(Saved entries)
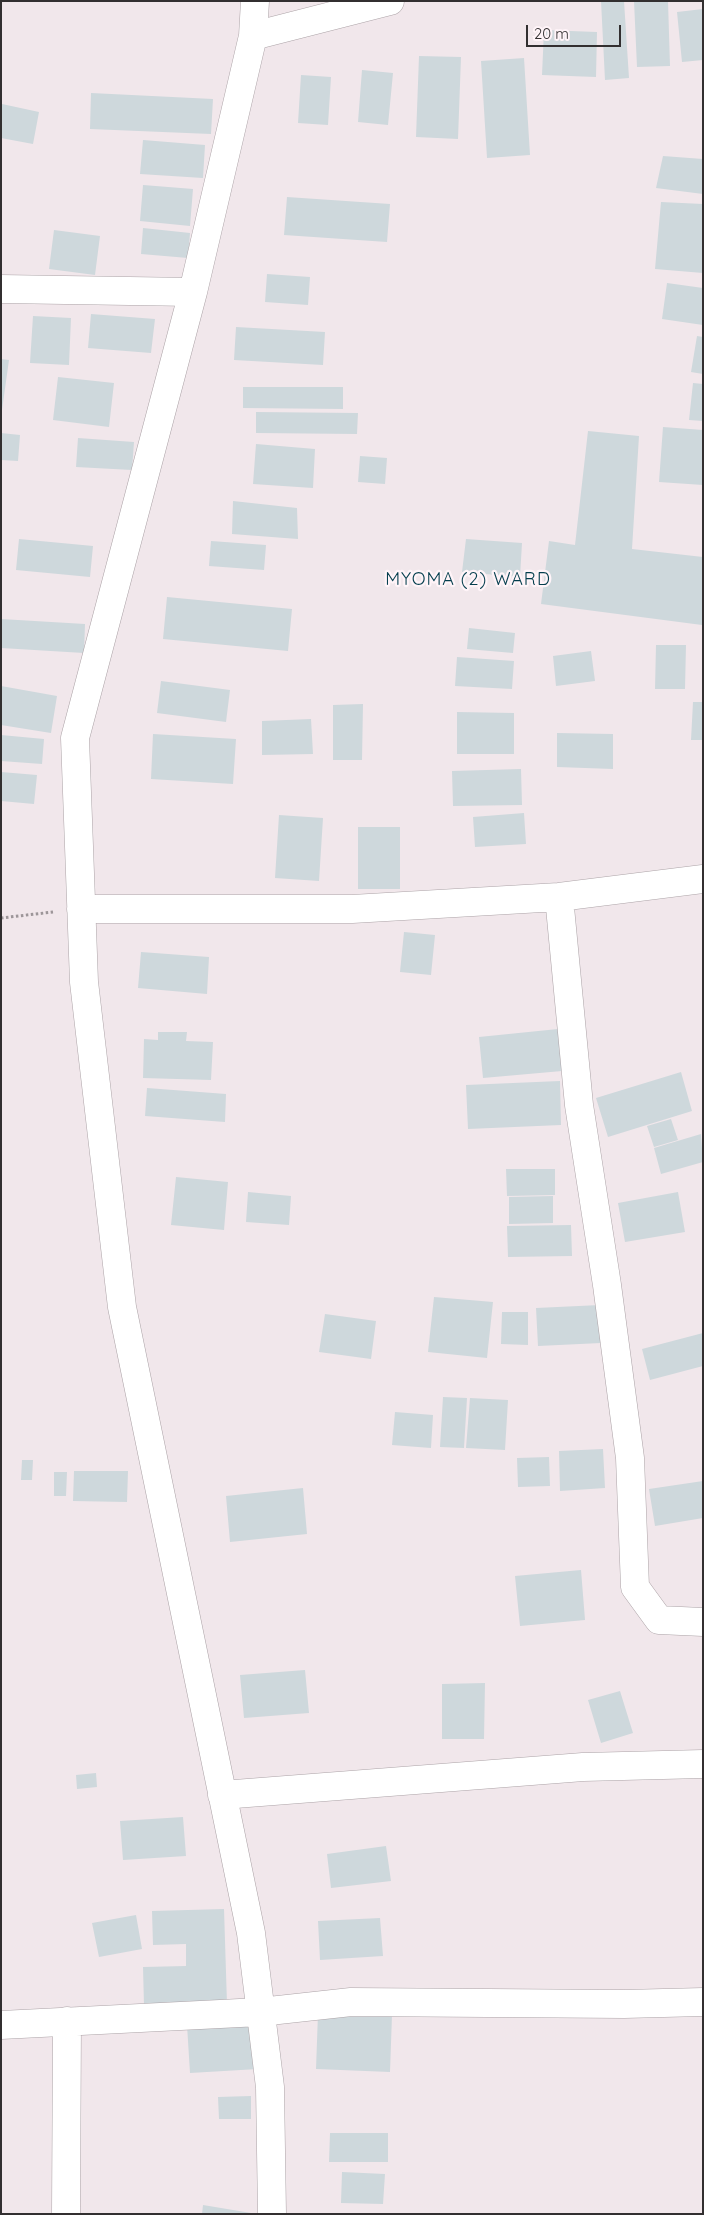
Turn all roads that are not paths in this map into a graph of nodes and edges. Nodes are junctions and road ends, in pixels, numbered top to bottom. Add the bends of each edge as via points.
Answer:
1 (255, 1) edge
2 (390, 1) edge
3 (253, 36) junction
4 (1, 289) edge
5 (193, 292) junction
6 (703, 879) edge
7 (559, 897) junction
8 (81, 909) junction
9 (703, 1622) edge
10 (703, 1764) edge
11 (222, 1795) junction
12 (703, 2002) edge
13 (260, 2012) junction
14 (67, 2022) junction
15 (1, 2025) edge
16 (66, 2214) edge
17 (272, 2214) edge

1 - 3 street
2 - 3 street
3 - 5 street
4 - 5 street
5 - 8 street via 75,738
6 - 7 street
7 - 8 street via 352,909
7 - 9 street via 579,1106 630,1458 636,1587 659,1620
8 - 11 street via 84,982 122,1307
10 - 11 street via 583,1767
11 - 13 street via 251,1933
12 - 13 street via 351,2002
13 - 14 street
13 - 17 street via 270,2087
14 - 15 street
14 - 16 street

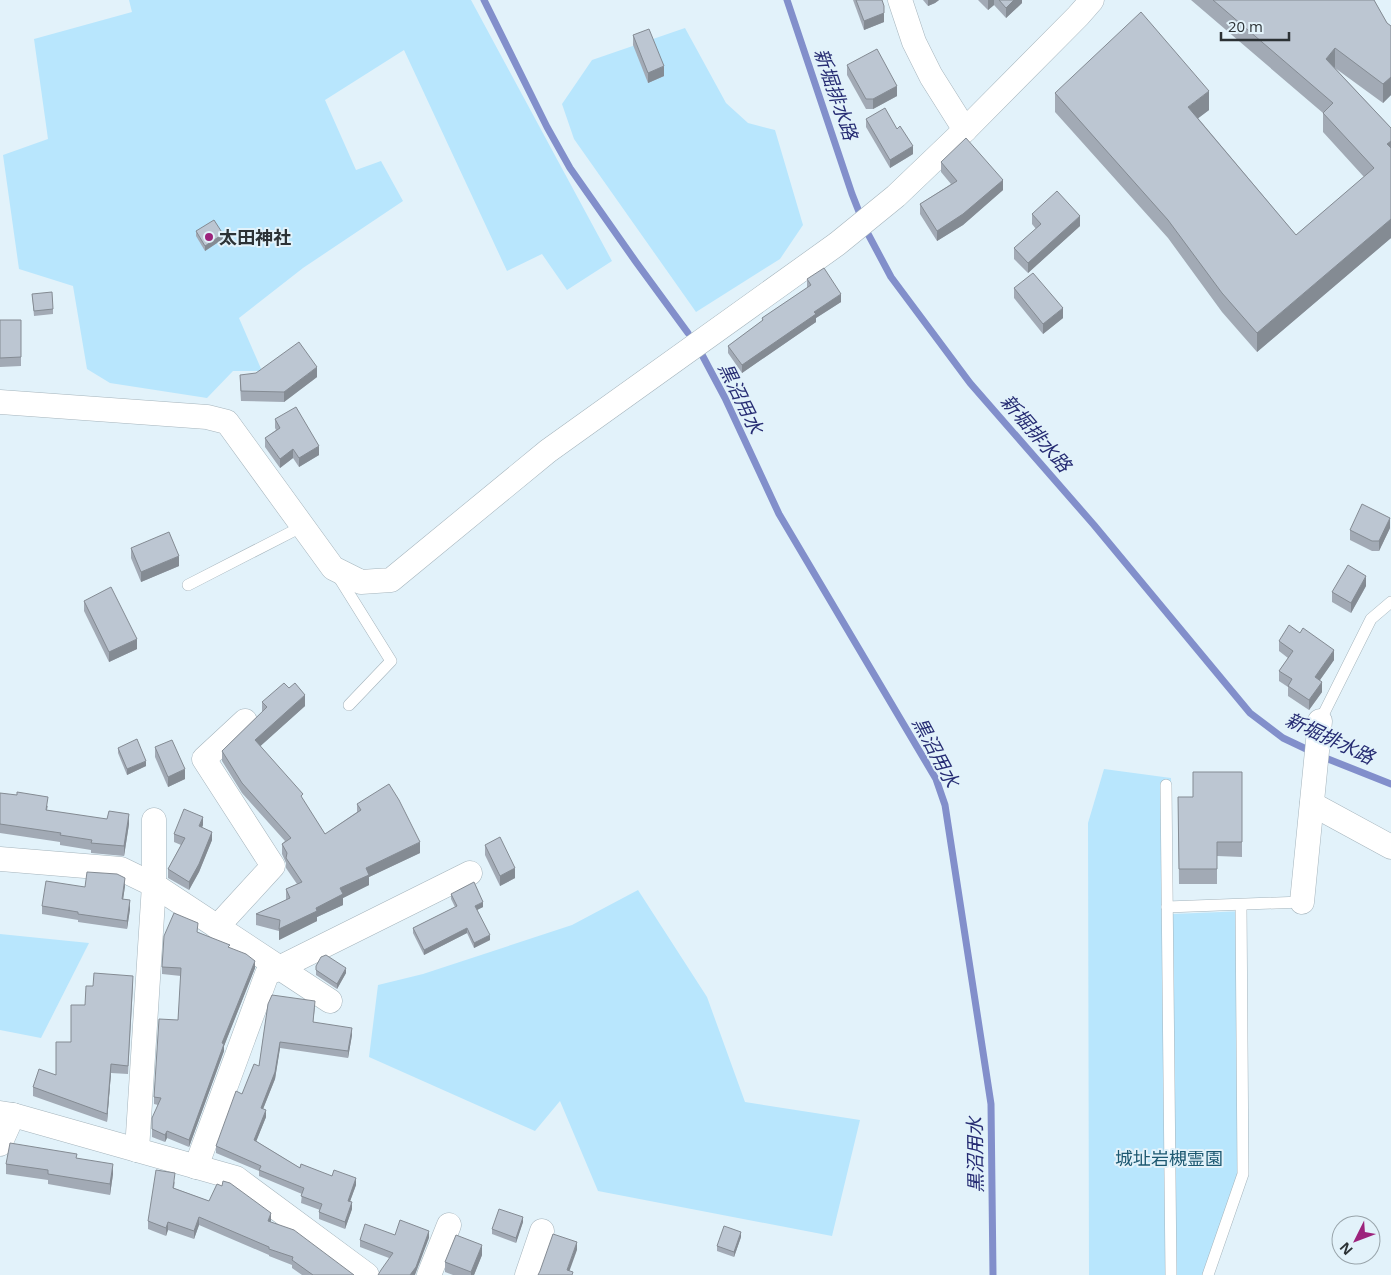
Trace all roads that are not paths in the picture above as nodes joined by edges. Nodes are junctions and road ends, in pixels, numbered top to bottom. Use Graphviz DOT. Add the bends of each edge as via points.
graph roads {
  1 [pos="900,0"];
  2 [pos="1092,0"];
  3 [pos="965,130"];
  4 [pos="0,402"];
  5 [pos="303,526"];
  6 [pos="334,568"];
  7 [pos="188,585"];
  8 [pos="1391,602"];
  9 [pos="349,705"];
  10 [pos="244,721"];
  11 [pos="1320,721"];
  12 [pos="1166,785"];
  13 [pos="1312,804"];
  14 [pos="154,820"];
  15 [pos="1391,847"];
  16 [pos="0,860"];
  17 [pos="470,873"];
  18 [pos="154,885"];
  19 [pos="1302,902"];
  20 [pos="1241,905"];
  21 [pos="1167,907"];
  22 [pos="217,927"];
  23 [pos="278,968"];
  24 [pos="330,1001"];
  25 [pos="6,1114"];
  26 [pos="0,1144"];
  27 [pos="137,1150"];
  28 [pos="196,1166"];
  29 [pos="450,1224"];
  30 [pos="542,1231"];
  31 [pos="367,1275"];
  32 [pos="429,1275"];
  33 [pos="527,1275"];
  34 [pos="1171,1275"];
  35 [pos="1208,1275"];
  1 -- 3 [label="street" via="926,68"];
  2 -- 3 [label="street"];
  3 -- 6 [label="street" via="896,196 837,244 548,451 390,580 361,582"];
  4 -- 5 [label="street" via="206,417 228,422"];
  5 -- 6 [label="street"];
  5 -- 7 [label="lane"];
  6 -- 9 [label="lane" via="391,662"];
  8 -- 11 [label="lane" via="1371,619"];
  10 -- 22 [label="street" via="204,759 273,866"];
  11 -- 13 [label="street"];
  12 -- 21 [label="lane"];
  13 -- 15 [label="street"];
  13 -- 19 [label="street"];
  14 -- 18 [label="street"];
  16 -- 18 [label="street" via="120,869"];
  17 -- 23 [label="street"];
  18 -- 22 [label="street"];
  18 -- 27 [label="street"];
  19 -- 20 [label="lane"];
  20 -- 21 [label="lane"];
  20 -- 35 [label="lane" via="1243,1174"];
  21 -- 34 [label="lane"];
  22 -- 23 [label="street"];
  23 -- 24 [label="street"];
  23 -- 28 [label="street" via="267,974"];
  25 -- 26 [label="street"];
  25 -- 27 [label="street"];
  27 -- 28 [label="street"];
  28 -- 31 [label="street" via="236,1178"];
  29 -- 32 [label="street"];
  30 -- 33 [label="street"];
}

--

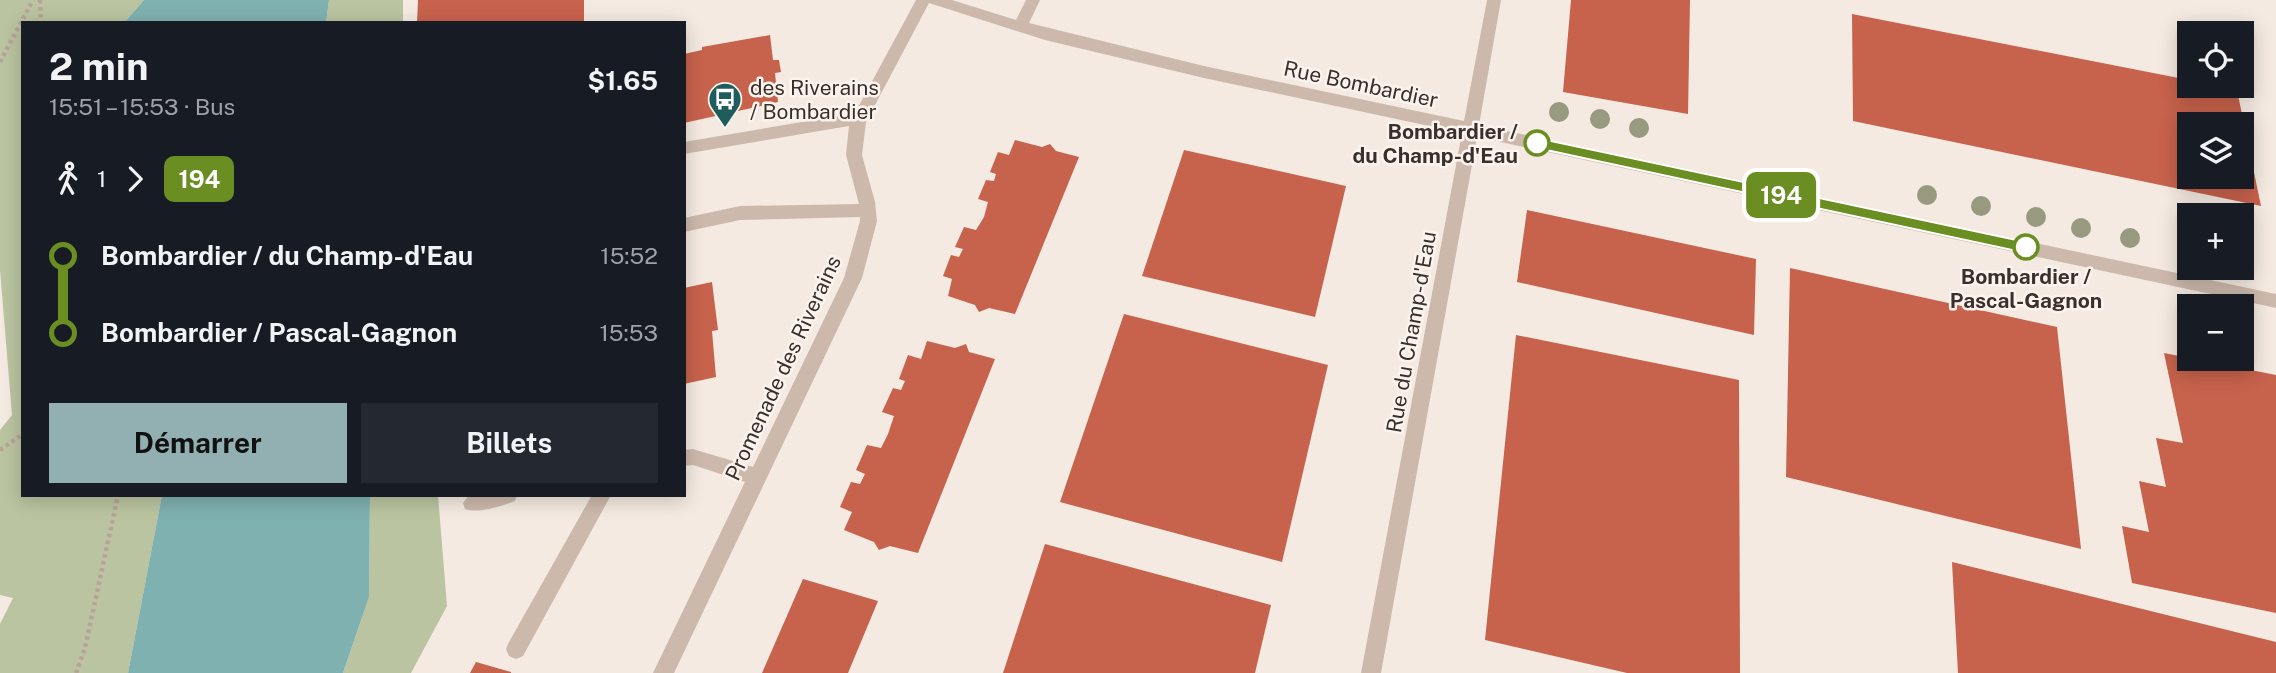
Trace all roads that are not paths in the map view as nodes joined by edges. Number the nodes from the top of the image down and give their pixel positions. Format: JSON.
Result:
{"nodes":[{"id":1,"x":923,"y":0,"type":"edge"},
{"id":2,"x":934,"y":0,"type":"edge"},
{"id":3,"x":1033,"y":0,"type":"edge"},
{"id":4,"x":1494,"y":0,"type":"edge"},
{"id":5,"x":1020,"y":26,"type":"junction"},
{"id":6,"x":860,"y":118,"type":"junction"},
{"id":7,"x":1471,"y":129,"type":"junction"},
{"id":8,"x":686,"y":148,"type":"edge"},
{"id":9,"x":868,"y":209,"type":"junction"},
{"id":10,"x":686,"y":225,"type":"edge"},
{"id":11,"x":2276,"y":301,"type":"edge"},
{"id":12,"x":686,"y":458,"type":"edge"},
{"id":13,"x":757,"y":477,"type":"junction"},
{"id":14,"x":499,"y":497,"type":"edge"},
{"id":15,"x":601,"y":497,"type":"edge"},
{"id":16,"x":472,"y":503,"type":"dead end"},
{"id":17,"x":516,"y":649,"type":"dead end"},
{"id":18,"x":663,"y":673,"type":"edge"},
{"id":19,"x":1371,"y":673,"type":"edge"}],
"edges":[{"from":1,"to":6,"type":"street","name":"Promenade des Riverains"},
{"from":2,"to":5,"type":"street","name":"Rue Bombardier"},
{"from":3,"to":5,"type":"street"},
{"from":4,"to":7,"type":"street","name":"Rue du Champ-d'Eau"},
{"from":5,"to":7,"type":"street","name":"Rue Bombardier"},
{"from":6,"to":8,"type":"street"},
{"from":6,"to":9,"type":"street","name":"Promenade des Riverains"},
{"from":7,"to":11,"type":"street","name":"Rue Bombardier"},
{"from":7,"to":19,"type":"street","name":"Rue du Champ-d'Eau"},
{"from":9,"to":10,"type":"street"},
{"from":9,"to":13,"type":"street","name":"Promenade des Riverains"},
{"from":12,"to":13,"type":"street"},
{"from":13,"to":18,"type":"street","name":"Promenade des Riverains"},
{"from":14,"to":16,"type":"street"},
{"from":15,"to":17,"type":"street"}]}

§ **What you should do**
The lines to copy are those above that contain the string "edges".

§ **Task result**
Turn all roads that are not paths in this map into a graph of nodes and edges. Nodes are junctions and road ends, in pixels, numbered top to bottom. Add the bends of each edge as via points.
Trace all roads that are not paths in the picture above as nodes joined by edges. Nodes are junctions and road ends, in pixels, numbered top to bottom. Use Graphviz DOT. Add the bends of each edge as via points.
Trace all roads that are not paths in the map view as nodes joined by edges. Number the nodes from the top of the image down and give their pixel positions. Format: JSON.
"edges":[{"from":1,"to":6,"type":"street","name":"Promenade des Riverains"},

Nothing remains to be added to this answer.